Tired of being abused by your big bank? Maybe it’s time to move your money to a small, community-oriented financial institution

January 20th, 2010

After taking years of abuse in the forms of sudden interest-rate increases and credit limit reductions, overdraft fees, and other unsavory practices, consumers are taking their money out of big banks, like Bank of America, Wells Fargo, Chase, and Citibank and moving to smaller, community-oriented banks.

If you’re sick of the abusive tactics of your big bank and no longer want to support an institution whose reckless investments and corrupt practices contributed to the current financial crisis, you can access a list of smaller, community banks in your area by visiting Move Your Money.

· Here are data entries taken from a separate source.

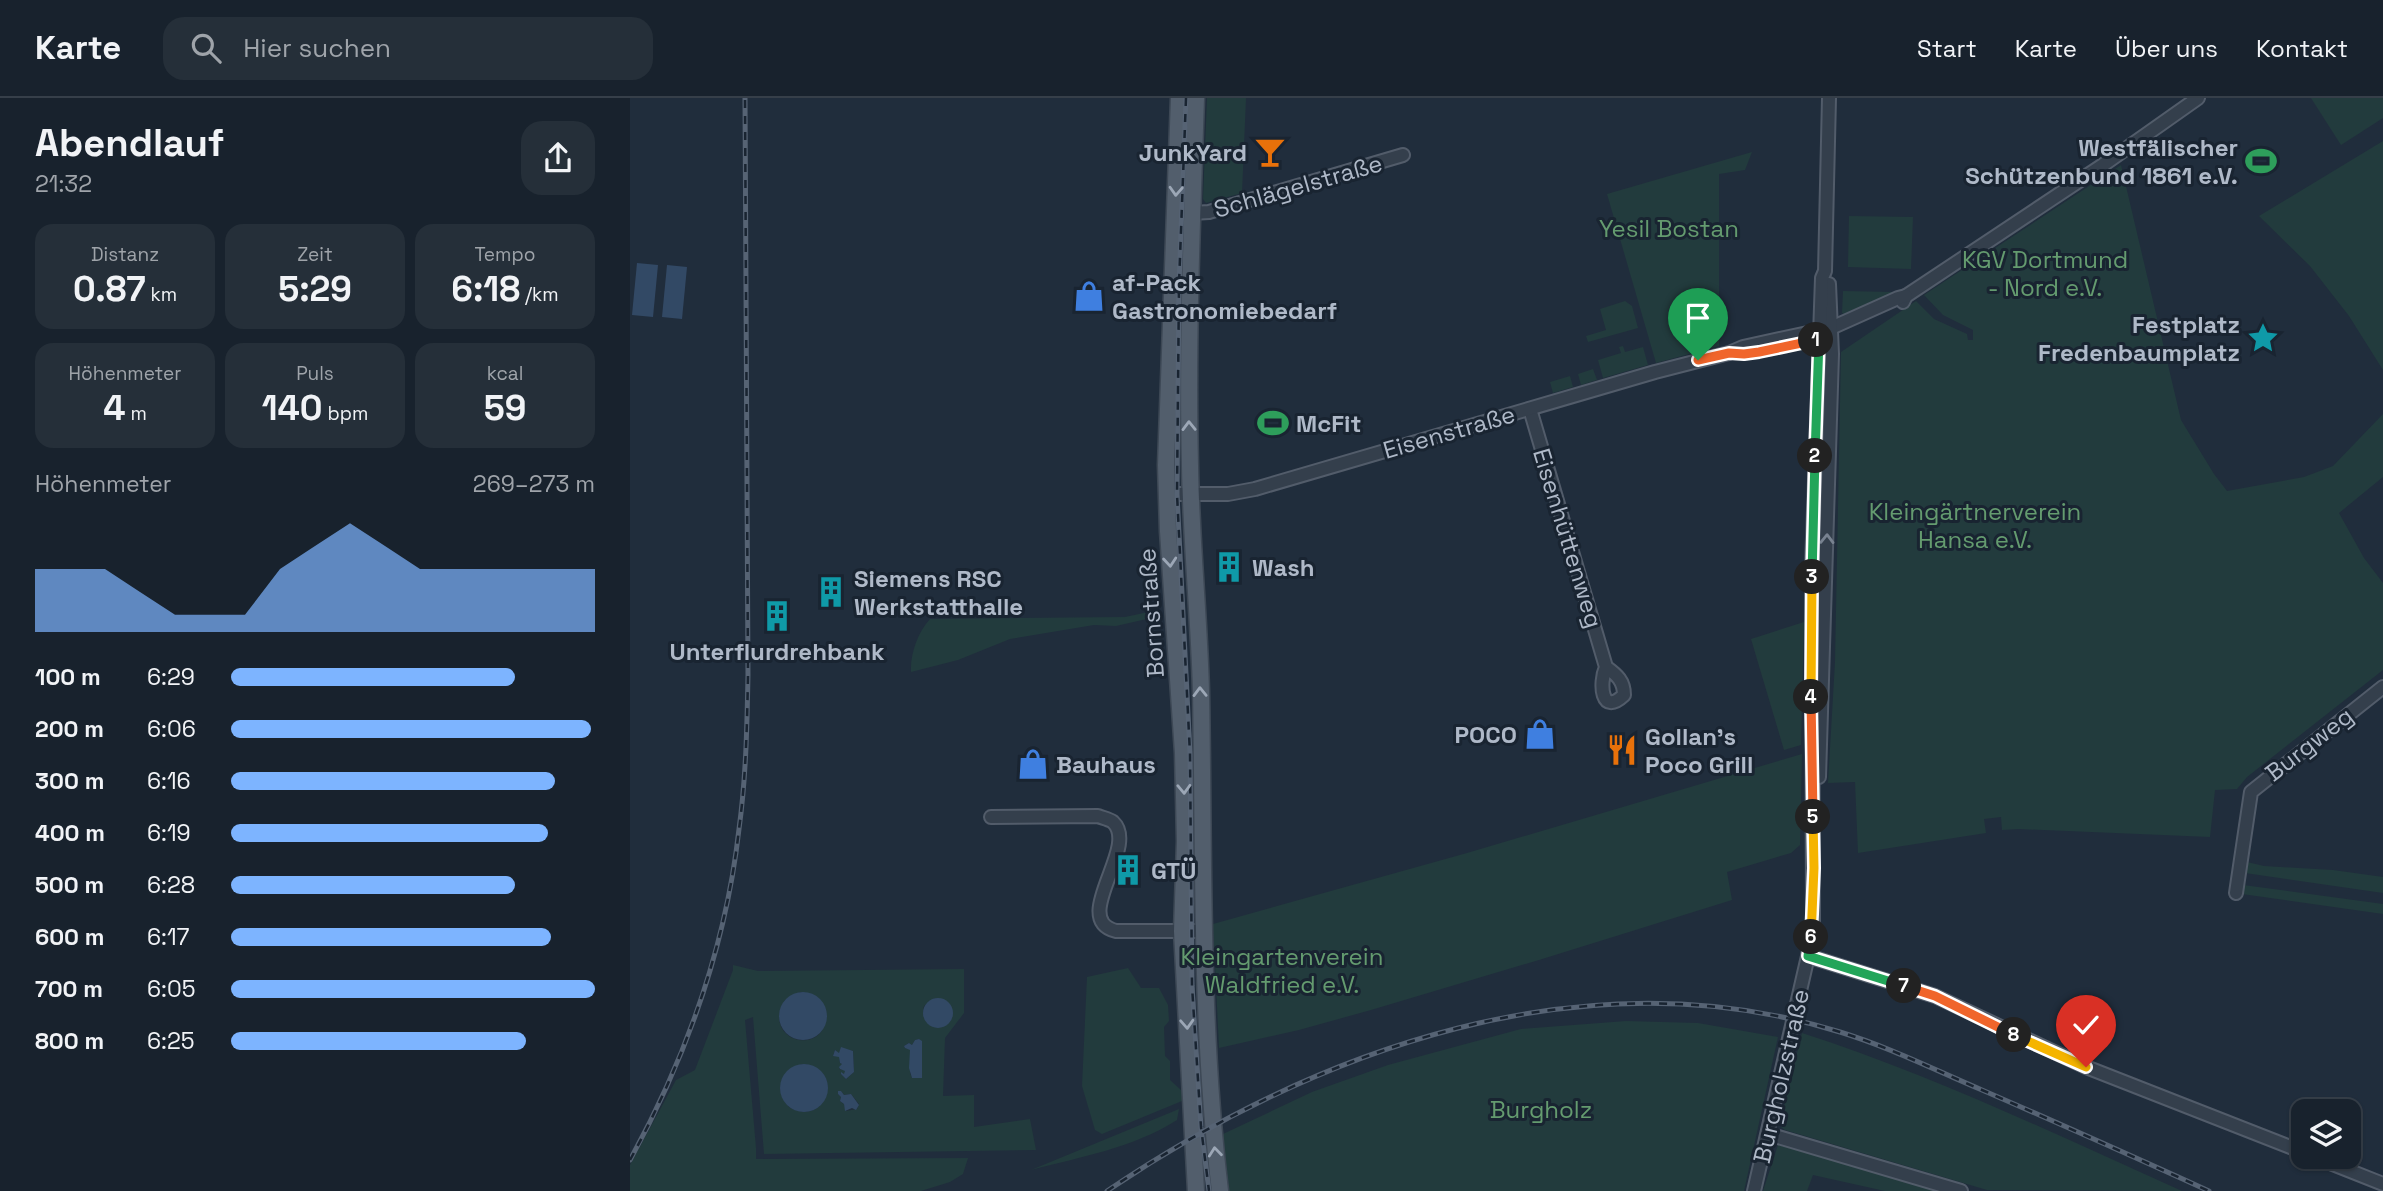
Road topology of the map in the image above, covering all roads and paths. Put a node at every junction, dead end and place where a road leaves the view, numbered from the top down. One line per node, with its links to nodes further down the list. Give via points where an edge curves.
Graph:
1 (1179, 98): 9 (main road, Bornstraße, one-way to 9)
2 (1196, 98): 6 (main road, Bornstraße)
3 (1829, 98): 7 (street, Burgholzstraße, via 1822,278)
4 (2198, 98): 7 (street, Eisenstraße, via 1902,303)
5 (1403, 155): 6 (street, Schlägelstraße, via 1209,212)
6 (1192, 213): 10 (main road, Bornstraße, one-way to 6, via 1188,343)
7 (1825, 334): 8 (street, Eisenstraße, via 1743,347); 17 (street, Burgholzstraße, via 1812,565 1815,779 1813,925)
8 (1530, 409): 10 (street, Eisenstraße, via 1255,489); 11 (street, Eisenhüttenweg)
9 (1167, 494): 10 (street, Eisenstraße); 15 (main road, Bornstraße, one-way to 15, via 1183,742)
10 (1191, 494): 16 (main road, Bornstraße, one-way to 10)
11 (1606, 667)
12 (2383, 687): 14 (street, Burgweg, via 2251,792)
13 (991, 817): 15 (street, via 1098,816 1109,820 1118,830 1119,843 1099,908 1102,922 1116,931)
14 (2236, 892)
15 (1182, 931): 16 (street); 22 (main road, Bornstraße, one-way to 22)
16 (1204, 931): 23 (main road, Bornstraße, one-way to 16)
17 (1808, 956): 18 (street, Burgholzstraße); 19 (street, via 1935,996 2086,1067)
18 (1768, 1134): 24 (street, Burgholzstraße); 25 (street)
19 (2291, 1147)
20 (2345, 1169): 21 (street)
21 (2383, 1184)
22 (1196, 1191)
23 (1220, 1191)
24 (1754, 1191)
25 (1961, 1191)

Debt settlement and its effect on taxes

January 14th, 2010

During our free initial consultations, we are often asked whether debt settlement will result in tax liability. For our clients, there is rarely any tax liability. The reason is that the IRS does not tax the amount of debt forgiven up to the amount by which someone is insolvent. You are insolvent to the extent that your liabilities exceed the fair market value of your assets at the time immediately before the debt is forgiven.

So, for example, if at the time immediately before your debt settlement your total debt is $100,000 and your total assets are $20,000, you are insolvent by $80,000. That means up to $80,000 of your debt can be forgiven without you incurring any tax liability. However, you must file IRS Form 982 to report the insolvency exception.

If you have any questions regarding this topic or would like to schedule a free consultation regarding debt settlement or bankruptcy, please email us at info@llkattorneys.com or call us at 877-562-4912.

Common questions relating to bankruptcy and divorce

January 10th, 2010

Will divorce take my name off of the mortgage or other debt?
No. In divorce, debts can be split between spouses, but the agreement is between the individuals and does not involve the creditors. The creditors can still look to either individual for repayment. So for example, Harry and Sally can agree that Harry will pay off all of their shared credit card debt. However, if Harry stops paying the credit card debt, the credit card companies can still come after Sally for repayment.

In order to get rid of your liability from shared credit card debt, you could have your ex-spouse transfer the balance over to a credit card that is solely in his or her name. To get rid of your liability on a mortgage, your ex-spouse would need to refinance the loan so that it’s solely in his or her name or you sell the property.

Should we file for bankruptcy before or after the divorce?
Generally, it is better to file joint bankruptcy before filing for divorce. This will simplify your divorce because you will have less or no debt to divide in the divorce proceedings. Also, filing jointly reduces filing fees and attorneys fees. You cannot file joint bankruptcy after divorce.  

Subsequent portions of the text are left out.